What is being asked:
Output the entries underneath exactly as they are.

── Exercise material

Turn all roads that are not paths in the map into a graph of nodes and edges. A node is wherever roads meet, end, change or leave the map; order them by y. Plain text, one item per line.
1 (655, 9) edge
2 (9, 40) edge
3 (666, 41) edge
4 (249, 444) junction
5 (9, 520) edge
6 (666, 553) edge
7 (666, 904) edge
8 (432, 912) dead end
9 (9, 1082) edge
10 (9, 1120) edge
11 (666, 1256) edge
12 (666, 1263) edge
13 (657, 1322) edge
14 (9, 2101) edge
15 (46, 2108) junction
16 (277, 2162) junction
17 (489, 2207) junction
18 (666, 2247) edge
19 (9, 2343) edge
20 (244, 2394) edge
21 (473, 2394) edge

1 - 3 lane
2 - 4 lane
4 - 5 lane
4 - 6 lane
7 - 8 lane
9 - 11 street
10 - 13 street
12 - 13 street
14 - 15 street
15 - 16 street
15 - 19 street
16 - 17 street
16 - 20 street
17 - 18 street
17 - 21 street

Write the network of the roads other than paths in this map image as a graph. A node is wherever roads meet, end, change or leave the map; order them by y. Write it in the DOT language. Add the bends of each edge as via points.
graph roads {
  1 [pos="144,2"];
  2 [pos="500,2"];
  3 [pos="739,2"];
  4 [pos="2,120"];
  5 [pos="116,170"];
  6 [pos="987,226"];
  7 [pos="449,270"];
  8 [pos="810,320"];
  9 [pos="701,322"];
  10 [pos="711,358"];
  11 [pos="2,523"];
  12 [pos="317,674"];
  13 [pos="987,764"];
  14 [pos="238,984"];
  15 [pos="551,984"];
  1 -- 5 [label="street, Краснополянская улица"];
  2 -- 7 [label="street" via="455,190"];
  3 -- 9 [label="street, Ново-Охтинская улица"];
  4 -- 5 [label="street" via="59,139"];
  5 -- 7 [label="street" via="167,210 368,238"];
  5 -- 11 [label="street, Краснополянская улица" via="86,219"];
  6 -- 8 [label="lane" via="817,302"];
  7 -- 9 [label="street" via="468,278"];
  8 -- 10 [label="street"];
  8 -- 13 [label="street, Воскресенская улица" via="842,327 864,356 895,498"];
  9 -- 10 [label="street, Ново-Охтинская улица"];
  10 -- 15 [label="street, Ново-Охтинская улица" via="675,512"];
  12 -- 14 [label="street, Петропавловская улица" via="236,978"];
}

────

Solution to the exercise:
Turn all roads that are not paths in the map into a graph of nodes and edges. A node is wherever roads meet, end, change or leave the map; order them by y. Plain text, one item per line.
1 (655, 9) edge
2 (9, 40) edge
3 (666, 41) edge
4 (249, 444) junction
5 (9, 520) edge
6 (666, 553) edge
7 (666, 904) edge
8 (432, 912) dead end
9 (9, 1082) edge
10 (9, 1120) edge
11 (666, 1256) edge
12 (666, 1263) edge
13 (657, 1322) edge
14 (9, 2101) edge
15 (46, 2108) junction
16 (277, 2162) junction
17 (489, 2207) junction
18 (666, 2247) edge
19 (9, 2343) edge
20 (244, 2394) edge
21 (473, 2394) edge

1 - 3 lane
2 - 4 lane
4 - 5 lane
4 - 6 lane
7 - 8 lane
9 - 11 street
10 - 13 street
12 - 13 street
14 - 15 street
15 - 16 street
15 - 19 street
16 - 17 street
16 - 20 street
17 - 18 street
17 - 21 street

Write the network of the roads other than paths in this map image as a graph. A node is wherever roads meet, end, change or leave the map; order them by y. Write it in the DOT language. Add the bends of each edge as via points.
graph roads {
  1 [pos="144,2"];
  2 [pos="500,2"];
  3 [pos="739,2"];
  4 [pos="2,120"];
  5 [pos="116,170"];
  6 [pos="987,226"];
  7 [pos="449,270"];
  8 [pos="810,320"];
  9 [pos="701,322"];
  10 [pos="711,358"];
  11 [pos="2,523"];
  12 [pos="317,674"];
  13 [pos="987,764"];
  14 [pos="238,984"];
  15 [pos="551,984"];
  1 -- 5 [label="street, Краснополянская улица"];
  2 -- 7 [label="street" via="455,190"];
  3 -- 9 [label="street, Ново-Охтинская улица"];
  4 -- 5 [label="street" via="59,139"];
  5 -- 7 [label="street" via="167,210 368,238"];
  5 -- 11 [label="street, Краснополянская улица" via="86,219"];
  6 -- 8 [label="lane" via="817,302"];
  7 -- 9 [label="street" via="468,278"];
  8 -- 10 [label="street"];
  8 -- 13 [label="street, Воскресенская улица" via="842,327 864,356 895,498"];
  9 -- 10 [label="street, Ново-Охтинская улица"];
  10 -- 15 [label="street, Ново-Охтинская улица" via="675,512"];
  12 -- 14 [label="street, Петропавловская улица" via="236,978"];
}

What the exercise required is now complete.